Isolate applications in Namespaces. Namespaces have their own space of unique resource names. If you are creating an application named swirl-ai-app in the namespace demo, you will also be able to create an application named swirl-ai-app in a different namespace e.g. demo-2. This behavior allows you to more easily normalize naming of applications between Namespaces as you do not need to think about naming conventions to keep uniqueness.
Create unique sets of Variables and Secrets per Namespace. Only by being allowed to use this Namespace and variables will you be allowed access to use them inside of your applications. This allows for easier management of not only K8s internal resource access but external credentials as well.
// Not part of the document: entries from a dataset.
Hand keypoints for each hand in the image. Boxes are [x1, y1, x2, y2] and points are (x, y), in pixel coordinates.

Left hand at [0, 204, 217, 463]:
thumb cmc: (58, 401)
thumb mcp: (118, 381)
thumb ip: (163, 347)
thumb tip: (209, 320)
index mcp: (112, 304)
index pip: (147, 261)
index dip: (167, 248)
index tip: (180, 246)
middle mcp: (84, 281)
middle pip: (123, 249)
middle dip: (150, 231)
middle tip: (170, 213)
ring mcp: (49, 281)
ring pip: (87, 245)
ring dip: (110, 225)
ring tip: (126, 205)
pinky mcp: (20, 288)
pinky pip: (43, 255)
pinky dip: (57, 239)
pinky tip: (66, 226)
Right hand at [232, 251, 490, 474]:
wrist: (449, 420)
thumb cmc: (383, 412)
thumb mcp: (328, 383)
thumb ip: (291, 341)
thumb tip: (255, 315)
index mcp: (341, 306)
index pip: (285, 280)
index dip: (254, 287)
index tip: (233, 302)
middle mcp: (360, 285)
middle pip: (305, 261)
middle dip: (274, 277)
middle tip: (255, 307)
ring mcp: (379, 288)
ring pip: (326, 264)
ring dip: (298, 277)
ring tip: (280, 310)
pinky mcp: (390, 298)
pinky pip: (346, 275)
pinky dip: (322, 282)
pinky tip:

You can create a namespace named swirlai by saving the following into a file named namespace.yaml:
apiVersion: v1
kind: Namespace
metadata:
name: swirlai
Then by executing the following command:
kubectl apply -f namespace.yaml
Inspect the successful result by running:
kubectl get namespaces
You should see something similar to this:
ConfigMaps
I already mentioned configmaps while describing namespaces. Given the name, it is no surprise that configmaps are one of the ways of storing configuration in Kubernetes that can later on be used by applications deployed in the same Namespace where the configmap was created. There are mainly two ways of how a configmap is used in K8s.
Storing Key-Value pairs of configuration and ingesting it into an application at runtime. Usually it is done by setting application runtime environmental variables.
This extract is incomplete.